Dois meses depois
Luzes de néon iluminam as pessoas amontoadas, movendo-se ao som da música que sai dos alto-falantes. O cheiro de álcool e fragrâncias concorrentes permeia o ar, mesmo aqui em cima, no meu escritório. Dou um passo em direção à parede de vidro do chão ao teto e cruzo os braços sobre o peito, observando a multidão na pista de dança abaixo. Não é nem meia-noite, mas está lotado com quase nenhum espaço para respirar.
Uma agitação no canto distante da pista de dança atrai minha atenção. Vladimir, um dos seguranças do clube, está segurando um homem pelas costas da camisa, arrastando-o em direção às escadas que levam ao nível superior. Se o homem estivesse começando uma briga, os seguranças o teriam expulsado. Isso deve ser algo mais sério se ele está sendo trazido a mim.
A porta atrás de mim se abre cinco minutos depois.
- Senhor Morozov. - Vladimir empurra o homem para dentro do
escritório. - Pegamos esse traficando na frente dos banheiros.

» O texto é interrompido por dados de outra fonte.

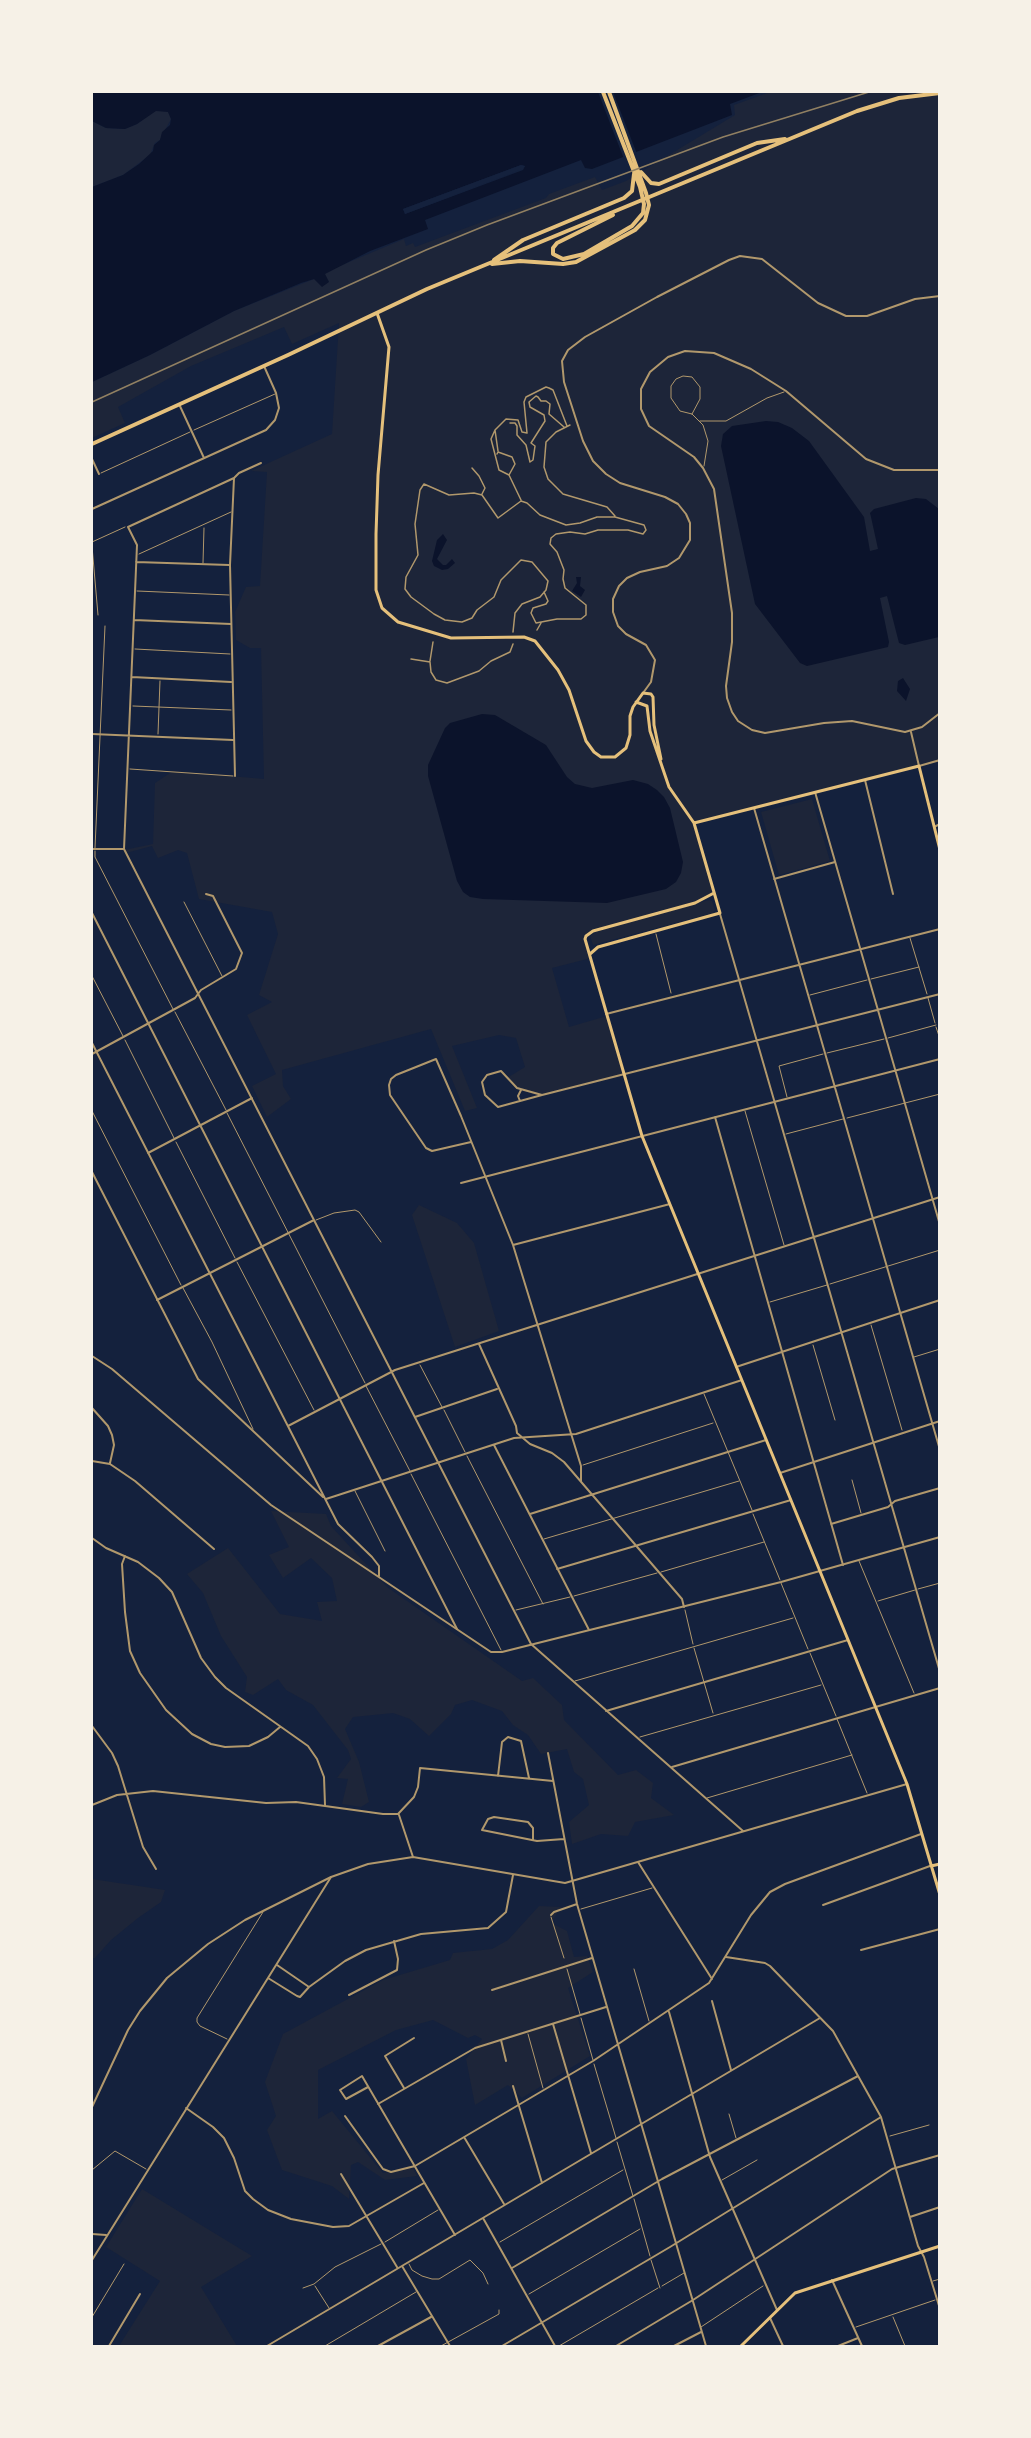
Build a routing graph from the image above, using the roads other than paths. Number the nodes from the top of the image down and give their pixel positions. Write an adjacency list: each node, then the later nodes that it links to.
1 (603, 92): 6 (highway)
2 (609, 92): 5 (highway)
3 (939, 93): 4 (highway)
4 (792, 138): 5 (highway); 7 (highway)
5 (640, 171): 8 (highway)
6 (634, 173): 8 (highway); 9 (highway)
7 (646, 199): 8 (highway); 9 (highway)
8 (647, 206): 9 (highway)
9 (487, 264): 11 (highway)
10 (939, 296): 70 (street)
11 (377, 313): 12 (highway); 71 (main road)
12 (264, 366): 14 (street); 16 (highway)
13 (786, 391): 20 (lane); 33 (street); 34 (street)
14 (276, 393): 25 (lane); 29 (street)
15 (557, 401): 17 (street); 19 (street); 23 (street)
16 (179, 404): 25 (street); 26 (highway)
17 (550, 404): 19 (street); 23 (street)
18 (692, 414): 18 (lane); 20 (lane)
19 (511, 421): 21 (street); 21 (street)
20 (700, 421): 33 (lane)
21 (502, 423): 24 (street)
22 (570, 425): 23 (street)
23 (565, 427): 42 (street)
24 (495, 430): 27 (street); 28 (street)
25 (191, 431): 29 (street); 35 (lane)
26 (92, 444)
27 (498, 452): 28 (street); 36 (street)
28 (496, 455): 36 (street)
29 (204, 458): 40 (street)
30 (92, 459): 35 (street)
31 (261, 463): 37 (street)
32 (472, 468): 38 (street)
33 (703, 468): 76 (street)
34 (939, 470)
35 (99, 474)
36 (509, 475): 39 (street)
37 (234, 478): 41 (street); 44 (street)
38 (482, 495): 39 (street); 52 (street)
39 (521, 501): 42 (street)
40 (92, 509)
41 (233, 511): 43 (lane); 50 (street)
42 (615, 517): 56 (street)
43 (204, 525): 47 (lane); 49 (lane)
44 (128, 527): 45 (lane); 47 (street)
45 (92, 542)
46 (92, 546): 54 (lane)
47 (137, 555): 48 (street)
48 (136, 562): 49 (street); 51 (street)
49 (202, 565): 50 (street)
50 (230, 566): 53 (street)
51 (135, 591): 53 (lane); 55 (street)
52 (544, 592): 56 (street); 60 (street)
53 (230, 595): 57 (street)
54 (98, 615)
55 (134, 620): 57 (street); 63 (street)
56 (541, 623): 59 (street)
57 (231, 624): 64 (street)
58 (105, 626): 78 (lane)
59 (537, 630)
60 (513, 632)
61 (433, 642): 66 (street)
62 (513, 644): 66 (street)
63 (133, 649): 64 (lane); 67 (street)
64 (232, 654): 69 (street)
65 (411, 659): 66 (street)
66 (430, 662)
67 (132, 677): 68 (street); 72 (street)
68 (160, 679): 69 (street); 73 (lane)
69 (232, 682): 74 (street)
70 (643, 693): 71 (main road); 82 (main road)
71 (636, 702): 82 (main road)
72 (131, 706): 73 (lane); 79 (street)
73 (159, 708): 74 (lane); 80 (lane)
74 (233, 710): 81 (street)
75 (939, 713): 76 (street)
76 (911, 731): 84 (street)
77 (92, 734): 78 (street)
78 (100, 734): 79 (street); 93 (lane)
79 (129, 736): 80 (street); 85 (street)
80 (158, 736): 81 (street)
81 (234, 740): 86 (street)
82 (661, 759): 90 (main road)
83 (939, 760): 84 (street)
84 (919, 766): 87 (main road); 92 (main road)
85 (128, 768): 86 (lane); 94 (street)
86 (236, 776)
87 (865, 780): 88 (main road); 100 (street)
88 (815, 792): 89 (main road); 96 (street)
89 (754, 808): 90 (main road); 97 (street)
90 (693, 823): 98 (main road)
91 (939, 824): 92 (street)
92 (934, 827): 95 (main road)
93 (93, 849): 94 (street); 121 (lane)
94 (124, 849): 117 (street)
95 (939, 850)
96 (835, 862): 97 (street); 107 (street)
97 (774, 879): 109 (street)
98 (714, 893): 103 (main road); 108 (main road)
99 (206, 894): 112 (street)
100 (893, 894)
101 (184, 902): 112 (lane)
102 (92, 913): 123 (street)
103 (720, 913): 105 (main road); 114 (street)
104 (939, 930): 106 (street)
105 (655, 931): 108 (main road); 115 (lane)
106 (910, 937): 107 (street); 110 (lane)
107 (860, 950): 109 (street); 113 (street)
108 (590, 956): 122 (main road)
109 (799, 965): 114 (street); 118 (street)
110 (919, 967): 113 (lane); 119 (lane)
111 (92, 976): 126 (lane)
112 (222, 978): 117 (street)
113 (869, 979): 118 (lane); 120 (street)
114 (740, 980): 122 (street); 129 (street)
115 (671, 993)
116 (939, 993): 119 (street)
117 (198, 994): 121 (street); 141 (street)
118 (808, 995): 124 (street)
119 (927, 997): 120 (street); 125 (lane)
120 (878, 1009): 124 (street); 127 (street)
121 (174, 1010): 123 (street); 148 (lane)
122 (606, 1014): 136 (main road)
123 (148, 1024): 126 (street); 151 (street)
124 (816, 1025): 129 (street); 133 (street)
125 (936, 1025): 127 (lane); 128 (lane)
126 (123, 1037): 131 (street); 154 (lane)
127 (886, 1038): 133 (lane); 135 (street)
128 (939, 1039)
129 (757, 1040): 136 (street); 144 (street)
130 (92, 1043): 131 (street)
131 (96, 1052): 132 (street); 156 (street)
132 (92, 1054)
133 (825, 1054): 137 (street); 142 (lane)
134 (939, 1059): 135 (street)
135 (895, 1071): 137 (street); 145 (street)
136 (624, 1074): 140 (street); 153 (main road)
137 (834, 1087): 142 (street); 150 (street)
138 (521, 1090): 140 (street); 143 (street); 143 (street)
139 (939, 1094): 145 (lane)
140 (542, 1095): 143 (street)
141 (252, 1098): 148 (street); 164 (street)
142 (787, 1099): 144 (street)
143 (521, 1101)
144 (775, 1102): 146 (street); 152 (street)
145 (905, 1104): 150 (lane); 161 (street)
146 (744, 1110): 149 (street); 171 (lane)
147 (92, 1111): 179 (lane)
148 (227, 1113): 151 (street); 166 (lane)
149 (715, 1117): 153 (street); 173 (street)
150 (844, 1119): 152 (lane); 163 (street)
151 (201, 1126): 154 (street); 170 (street)
152 (784, 1134): 167 (street)
153 (642, 1136): 158 (street); 162 (main road)
154 (175, 1140): 156 (street); 174 (lane)
155 (471, 1142): 155 (street); 158 (street)
156 (148, 1153): 176 (street)
157 (92, 1172): 180 (street)
158 (485, 1176): 159 (street); 169 (street)
159 (461, 1183)
160 (939, 1197): 161 (street)
161 (932, 1200): 163 (street); 165 (street)
162 (670, 1204): 169 (street); 177 (main road)
163 (872, 1219): 167 (street); 175 (street)
164 (314, 1220): 166 (street); 168 (lane); 195 (street)
165 (939, 1225)
166 (288, 1233): 170 (street); 197 (lane)
167 (814, 1238): 171 (street); 178 (street)
168 (381, 1242)
169 (513, 1245): 185 (street)
170 (262, 1246): 174 (street); 200 (street)
171 (784, 1247): 173 (street)
172 (939, 1250): 175 (lane)
173 (755, 1257): 177 (street); 182 (street)
174 (236, 1259): 176 (street); 203 (lane)
175 (886, 1266): 178 (lane); 183 (street)
176 (209, 1273): 179 (street); 209 (street)
177 (698, 1274): 185 (street); 194 (main road)
178 (828, 1285): 182 (lane); 186 (street)
179 (182, 1287): 180 (street); 210 (lane)
180 (157, 1300): 210 (street)
181 (939, 1300): 183 (street)
182 (768, 1303): 190 (street)
183 (900, 1313): 184 (street); 192 (street)
184 (871, 1323): 186 (street); 211 (lane)
185 (538, 1324): 188 (street); 212 (street)
186 (841, 1332): 187 (street); 215 (street)
187 (812, 1342): 190 (street); 205 (lane)
188 (479, 1344): 193 (street); 198 (street)
189 (939, 1349): 192 (lane)
190 (782, 1351): 194 (street); 222 (street)
191 (92, 1356): 256 (street)
192 (913, 1358): 208 (street)
193 (419, 1362): 195 (street); 202 (lane)
194 (736, 1367): 196 (main road)
195 (392, 1372): 197 (street); 204 (street)
196 (742, 1380): 199 (street); 214 (main road)
197 (366, 1386): 200 (street); 225 (lane)
198 (498, 1389): 202 (street); 213 (street)
199 (704, 1393): 207 (lane); 212 (street)
200 (340, 1399): 203 (street); 229 (street)
201 (92, 1408): 223 (street)
202 (443, 1408): 204 (street); 219 (lane)
203 (315, 1412): 209 (street)
204 (415, 1417): 221 (street)
205 (835, 1420)
206 (939, 1421): 208 (street)
207 (716, 1423): 218 (lane); 224 (lane)
208 (932, 1423): 211 (street); 217 (street)
209 (288, 1426): 234 (street)
210 (254, 1431): 234 (street)
211 (902, 1433): 215 (street)
212 (571, 1434): 213 (street); 224 (street)
213 (522, 1437): 216 (street); 230 (street)
214 (766, 1440): 218 (street); 226 (main road)
215 (873, 1443): 222 (street); 236 (street)
216 (494, 1445): 219 (street); 238 (street)
217 (939, 1450)
218 (727, 1452): 227 (lane); 233 (street)
219 (466, 1453): 221 (street); 262 (lane)
220 (92, 1461): 223 (street)
221 (438, 1462): 225 (street); 264 (street)
222 (814, 1462): 226 (street); 241 (street)
223 (110, 1464): 248 (street)
224 (581, 1466): 230 (street)
225 (410, 1472): 229 (street); 272 (lane)
226 (780, 1473): 235 (main road)
227 (740, 1480): 237 (lane); 240 (lane)
228 (852, 1480): 239 (lane)
229 (382, 1481): 232 (street); 266 (street)
230 (581, 1482): 233 (street)
231 (939, 1488): 236 (street)
232 (354, 1490): 234 (street); 249 (lane)
233 (591, 1494): 238 (street); 240 (street)
234 (326, 1499): 256 (street)
235 (791, 1500): 237 (street); 254 (main road)
236 (891, 1504): 239 (street); 247 (street)
237 (752, 1511): 245 (lane); 246 (street)
238 (530, 1514): 244 (street)
239 (862, 1515): 241 (street)
240 (613, 1519): 244 (lane); 246 (street)
241 (831, 1524): 252 (street)
242 (939, 1537): 247 (street)
243 (92, 1538): 250 (street)
244 (543, 1540): 253 (street)
245 (765, 1542): 255 (lane); 257 (lane)
246 (636, 1545): 253 (street); 255 (street)
247 (903, 1547): 251 (street); 259 (street)
248 (214, 1549)
249 (385, 1551)
250 (125, 1556): 284 (street); 284 (street)
251 (859, 1560): 252 (street); 261 (lane)
252 (843, 1565): 254 (street)
253 (558, 1569): 260 (street)
254 (820, 1571): 257 (street); 268 (main road)
255 (659, 1572): 260 (lane); 263 (street)
256 (379, 1576): 266 (street)
257 (781, 1582): 263 (street); 265 (lane)
258 (939, 1583): 259 (lane)
259 (916, 1590): 261 (lane); 273 (street)
260 (572, 1597): 262 (lane); 267 (street)
261 (876, 1601): 278 (lane)
262 (543, 1604): 264 (lane)
263 (684, 1607): 267 (street); 270 (lane)
264 (514, 1611): 269 (street)
265 (795, 1617): 270 (lane); 271 (lane)
266 (458, 1630): 272 (street)
267 (589, 1630): 269 (street)
268 (848, 1640): 271 (street); 279 (main road)
269 (531, 1644): 272 (street); 275 (street)
270 (694, 1646): 274 (lane); 275 (lane)
271 (809, 1651): 274 (street); 276 (lane)
272 (502, 1652)
273 (939, 1672)
274 (704, 1680): 280 (street); 281 (lane)
275 (573, 1681): 280 (street)
276 (823, 1684): 281 (lane); 282 (lane)
277 (939, 1688): 278 (street)
278 (914, 1695): 279 (street)
279 (875, 1706): 282 (street); 292 (main road)
280 (606, 1711): 285 (street)
281 (713, 1715): 285 (lane)
282 (836, 1717): 287 (lane); 288 (street)
283 (92, 1726): 293 (street)
284 (280, 1727): 297 (street)
285 (638, 1738): 288 (street)
286 (548, 1753): 291 (street)
287 (852, 1755): 294 (lane); 295 (lane)
288 (671, 1767): 295 (street)
289 (498, 1776): 290 (street); 290 (street); 298 (street)
290 (529, 1779): 291 (street)
291 (553, 1781): 301 (street)
292 (907, 1784): 294 (street); 300 (main road)
293 (127, 1793): 296 (street); 297 (street); 307 (street)
294 (868, 1795): 299 (street)
295 (707, 1798): 299 (street)
296 (92, 1804)
297 (325, 1805): 298 (street)
298 (398, 1814): 303 (street)
299 (743, 1831): 304 (street)
300 (922, 1834): 306 (main road); 324 (street)
301 (564, 1838): 302 (street); 312 (street)
302 (533, 1840): 302 (street)
303 (413, 1857): 308 (street); 310 (street)
304 (638, 1862): 312 (street); 313 (street)
305 (939, 1864): 306 (main road)
306 (931, 1866): 311 (main road); 316 (street)
307 (156, 1869)
308 (513, 1875): 312 (street); 321 (street)
309 (939, 1876): 311 (main road)
310 (331, 1877): 317 (street); 326 (street)
311 (934, 1878): 314 (main road)
312 (572, 1881): 315 (street)
313 (654, 1887): 318 (lane); 330 (street)
314 (939, 1895)
315 (578, 1904): 318 (street); 319 (street)
316 (823, 1905)
317 (265, 1909): 343 (lane); 358 (street)
318 (579, 1910): 323 (street)
319 (551, 1915): 325 (lane)
320 (939, 1929): 322 (street)
321 (394, 1941): 331 (street); 333 (street)
322 (861, 1950)
323 (593, 1957): 327 (street); 335 (street)
324 (725, 1957): 330 (street); 338 (street)
325 (564, 1958)
326 (276, 1965): 329 (street); 331 (street)
327 (567, 1967): 332 (street); 337 (lane)
328 (634, 1969): 339 (lane)
329 (268, 1978): 331 (street); 343 (street)
330 (712, 1979): 336 (street)
331 (309, 1987)
332 (492, 1990)
333 (348, 1995)
334 (712, 2001): 348 (street)
335 (607, 2007): 337 (street); 345 (street)
336 (669, 2011): 339 (street); 355 (street)
337 (580, 2015): 340 (street); 347 (lane)
338 (820, 2018): 348 (street); 350 (street)
339 (649, 2023): 345 (street)
340 (553, 2024): 341 (street); 349 (street)
341 (527, 2032): 344 (street); 354 (lane)
342 (414, 2038): 353 (street)
343 (229, 2040): 359 (street)
344 (501, 2040): 346 (street); 353 (street)
345 (618, 2044): 347 (street); 363 (street)
346 (506, 2061)
347 (593, 2061): 349 (street); 367 (lane)
348 (731, 2070): 355 (street)
349 (568, 2075): 354 (street); 370 (street)
350 (858, 2076): 362 (street); 368 (street)
351 (368, 2086): 351 (street); 356 (street)
352 (513, 2086): 357 (street)
353 (404, 2088): 356 (street)
354 (543, 2090): 357 (street)
355 (693, 2093): 363 (street); 369 (street)
356 (378, 2103): 373 (street)
357 (519, 2104): 366 (street); 382 (street)
358 (92, 2107)
359 (186, 2108): 377 (street); 388 (street)
360 (729, 2114): 368 (lane)
361 (345, 2116): 373 (street)
362 (881, 2116): 365 (street); 386 (street)
363 (641, 2124): 367 (street); 379 (street)
364 (929, 2125): 365 (lane)
365 (888, 2137): 374 (street)
366 (464, 2138): 373 (street); 384 (street)
367 (616, 2139): 370 (street); 375 (lane)
368 (736, 2139): 369 (street)
369 (710, 2153): 379 (street); 380 (street)
370 (591, 2154): 382 (street)
371 (939, 2155): 374 (street)
372 (757, 2160): 380 (lane)
373 (415, 2166): 381 (street)
374 (896, 2168): 389 (street); 402 (street)
375 (625, 2169): 383 (lane); 395 (lane)
376 (92, 2170): 377 (lane)
377 (148, 2170): 393 (street)
378 (342, 2174): 388 (street)
379 (658, 2181): 383 (street); 397 (street)
380 (721, 2181): 386 (street)
381 (424, 2183): 387 (street); 388 (street)
382 (542, 2183): 384 (street)
383 (633, 2197): 391 (lane); 406 (street)
384 (505, 2205): 390 (street)
385 (939, 2207): 389 (street)
386 (732, 2208): 397 (street); 402 (street)
387 (440, 2209): 394 (street); 396 (lane)
388 (367, 2217): 396 (street)
389 (910, 2217): 399 (street)
390 (483, 2218): 394 (street); 395 (street)
391 (642, 2228): 400 (lane); 419 (lane)
392 (92, 2234): 393 (street)
393 (106, 2235): 401 (street)
394 (456, 2235): 403 (street)
395 (498, 2242): 406 (street)
396 (383, 2243): 407 (street); 412 (lane)
397 (675, 2243): 400 (street); 408 (street)
398 (939, 2246): 399 (main road)
399 (921, 2252): 410 (main road); 411 (street)
400 (651, 2259): 416 (lane); 430 (street)
401 (92, 2260)
402 (755, 2260): 414 (street); 420 (street)
403 (409, 2262): 405 (street); 413 (lane)
404 (124, 2264): 427 (lane)
405 (402, 2266): 407 (street); 417 (street)
406 (512, 2268): 419 (street)
407 (397, 2269): 423 (street)
408 (684, 2273): 416 (lane); 420 (street)
409 (939, 2279): 411 (lane)
410 (832, 2280): 425 (main road); 432 (street)
411 (931, 2281): 421 (street)
412 (314, 2284): 415 (lane); 423 (lane)
413 (488, 2284)
414 (765, 2284): 425 (street); 431 (lane)
415 (303, 2288)
416 (660, 2288): 443 (lane)
417 (417, 2292): 428 (street); 438 (lane)
418 (140, 2295): 436 (street)
419 (528, 2295): 430 (street)
420 (693, 2300): 431 (street); 444 (street)
421 (937, 2300): 422 (street); 426 (lane)
422 (939, 2309)
423 (329, 2310): 437 (street)
424 (499, 2310): 435 (lane)
425 (777, 2310): 429 (main road)
426 (892, 2315): 432 (lane); 451 (lane)
427 (92, 2317)
428 (431, 2317): 435 (street); 439 (street)
429 (770, 2318): 447 (main road); 448 (street)
430 (542, 2323): 442 (street); 443 (street)
431 (700, 2328): 433 (street)
432 (854, 2328): 434 (street)
433 (701, 2332): 445 (street); 446 (street)
434 (858, 2338): 449 (street); 450 (street)
435 (448, 2343): 440 (lane); 441 (street)
436 (109, 2346)
437 (267, 2346)
438 (325, 2346)
439 (378, 2346)
440 (441, 2346)
441 (450, 2346)
442 (502, 2346)
443 (557, 2346)
444 (616, 2346)
445 (674, 2346)
446 (706, 2346)
447 (741, 2346)
448 (783, 2346)
449 (838, 2346)
450 (862, 2346)
451 (905, 2346)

Ando em direção ao homem esparramado no chão e coloco a sola do meu
sapato direito sobre sua mão. - Distribuindo drogas no meu clube?
O homem choraminga e tenta tirar meu pé com a mão livre, mas pressiono
com mais força. - Fale.
- Foram apenas algumas pílulas que um amigo me deu, - ele engasga e olha para mim. - Ele disse que são algumas coisas novas que ele roubou de seu trabalho.
Eu inclino minha cabeça para o lado. - O trabalho dele? O que ele faz?
- Não sei. Ele nunca fala sobre isso. - Ele tenta liberar a mão novamente, mas não consegue. - Eu sinto muito. Não acontecerá de novo.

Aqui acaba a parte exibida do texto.